La muerte y la vida de las grandes ciudades americanas de Jane Jacobs, publicada en 1961, revolucionó la teoría urbana. Este ensayo inicia una serie que explora las influyentes ideas de Jacobs y su potencial para abordar los desafíos urbanos actuales y mejorar la vida en la ciudad.
Adam Louis Sebastian Lehodey, autor de esta colección de ensayos, estudia filosofía y economía en la doble titulación entre la Universidad de Columbia y SciencesPo Paris. Habiendo crecido entre Londres y París, le entusiasman las cuestiones de la economía urbana, el papel de la metrópoli en la economía global, la gobernanza urbana y las ciudades como orden espontáneo. Se desempeña como pasante de Investigación Aplicada en el Centro Mercatus.

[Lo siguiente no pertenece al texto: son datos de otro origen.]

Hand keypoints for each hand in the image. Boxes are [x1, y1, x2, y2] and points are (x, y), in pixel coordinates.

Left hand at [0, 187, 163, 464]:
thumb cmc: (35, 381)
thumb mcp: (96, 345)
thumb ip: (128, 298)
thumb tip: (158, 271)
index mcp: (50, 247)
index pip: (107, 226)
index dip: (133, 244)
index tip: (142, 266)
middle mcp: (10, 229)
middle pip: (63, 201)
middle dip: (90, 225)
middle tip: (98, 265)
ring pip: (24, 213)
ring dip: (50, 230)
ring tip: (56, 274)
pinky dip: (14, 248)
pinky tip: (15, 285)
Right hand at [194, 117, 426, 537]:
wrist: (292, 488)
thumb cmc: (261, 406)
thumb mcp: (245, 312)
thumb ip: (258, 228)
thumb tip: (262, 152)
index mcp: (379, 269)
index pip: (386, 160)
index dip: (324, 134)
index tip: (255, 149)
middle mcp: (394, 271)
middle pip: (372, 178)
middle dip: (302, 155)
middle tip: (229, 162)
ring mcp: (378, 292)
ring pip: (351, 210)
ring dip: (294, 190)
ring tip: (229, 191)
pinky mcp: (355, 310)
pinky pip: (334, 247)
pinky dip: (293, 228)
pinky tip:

Desde el hombre es un animal político, y una existencia intensamente social es una condición necesaria para su florecimiento, entonces se sigue que la ciudad es la mejor forma de organización espacial. En la ciudad surge una forma de sinergia, siendo el todo mayor que la suma de sus partes, pues lo destacable de las ciudades es que aprovechan el potencial desbordante de cada ser humano. En ningún otro lugar excepto en la ciudad se puede encontrar tanta variedad de ingenio humano, cooperación, cultura e ideas. El desafío para las ciudades es que operan según su propia lógica. Las ciudades son uno de los mejores ejemplos de orden espontáneo. La ciudad en la historia no surgió como resultado de un plan racional; más bien, lo que la ciudad representa es la manifestación física de millones de individuos que toman decisiones sobre dónde ubicar sus hogares, realizar transacciones económicas y formar intrincadas redes sociales. Esta realidad es difícil de conciliar con nuestra preferencia moderna por el positivismo y el racionalismo científicos. Pero para que la Polis florezca, debe ser comprendida adecuadamente por los innumerables planificadores, reformadores, políticos y el conjunto más amplio de ciudadanos que habitan el espacio.

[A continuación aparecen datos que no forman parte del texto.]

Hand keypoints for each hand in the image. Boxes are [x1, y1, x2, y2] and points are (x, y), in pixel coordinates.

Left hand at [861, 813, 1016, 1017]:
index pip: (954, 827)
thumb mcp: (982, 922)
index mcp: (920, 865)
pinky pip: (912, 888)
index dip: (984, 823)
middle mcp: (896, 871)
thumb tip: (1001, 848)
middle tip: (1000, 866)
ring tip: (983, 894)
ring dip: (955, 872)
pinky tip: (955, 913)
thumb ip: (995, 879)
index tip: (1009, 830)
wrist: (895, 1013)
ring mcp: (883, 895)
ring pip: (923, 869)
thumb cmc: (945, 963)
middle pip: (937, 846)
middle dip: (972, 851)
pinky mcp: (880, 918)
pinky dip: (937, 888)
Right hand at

Entra Jane Jacobs. Cuando la historia de las ciudades llegó a un punto en el que el asalto a ellas parecía tan grande, tan contundente y tan feroz que parecía que no había vuelta atrás, Jacobs, en su Magnum Opus ‘La muerte y la vida de las grandes ciudades americanas,’ se convirtió en uno de sus defensores más acérrimos, recordándonos su papel en el cultivo de la diversidad y el progreso y al mismo tiempo subrayando la lógica con la que operan. Ha pasado más de medio siglo desde que Jacobs publicó esta obra literaria fundamental. Sus efectos ciertamente se han sentido, marcando el comienzo de un cambio en la forma en que los planificadores, desarrolladores y formuladores de políticas abordan la planificación urbana, cambiando su enfoque hacia desarrollos de uso mixto, centros urbanos más transitables y el cultivo de la diversidad metropolitana. Sin embargo, este libro nunca pretendió ser un oscuro manual para planificadores urbanos y mandarines gubernamentales. Más bien debería leerse como una sólida defensa de la vida urbana densa destinada a subrayar su importancia para el florecimiento humano en general. Este ensayo plantea que los usos de las ciudades van mucho más allá del económico dimensión: se extienden a forjar lazos humanos profundos y significativos, estimulan el avance intelectual y espiritual y desempeñan un papel importante en lo que hace a los seres humanos. humano. Revisando La muerte y la vida de las grandes ciudades americanas. nos permite ver cómo esto sigue siendo cierto hoy y por qué la vitalidad y el éxito de nuestras ciudades son importantes para todo que se preocupan por el éxito y el florecimiento de la especie humana.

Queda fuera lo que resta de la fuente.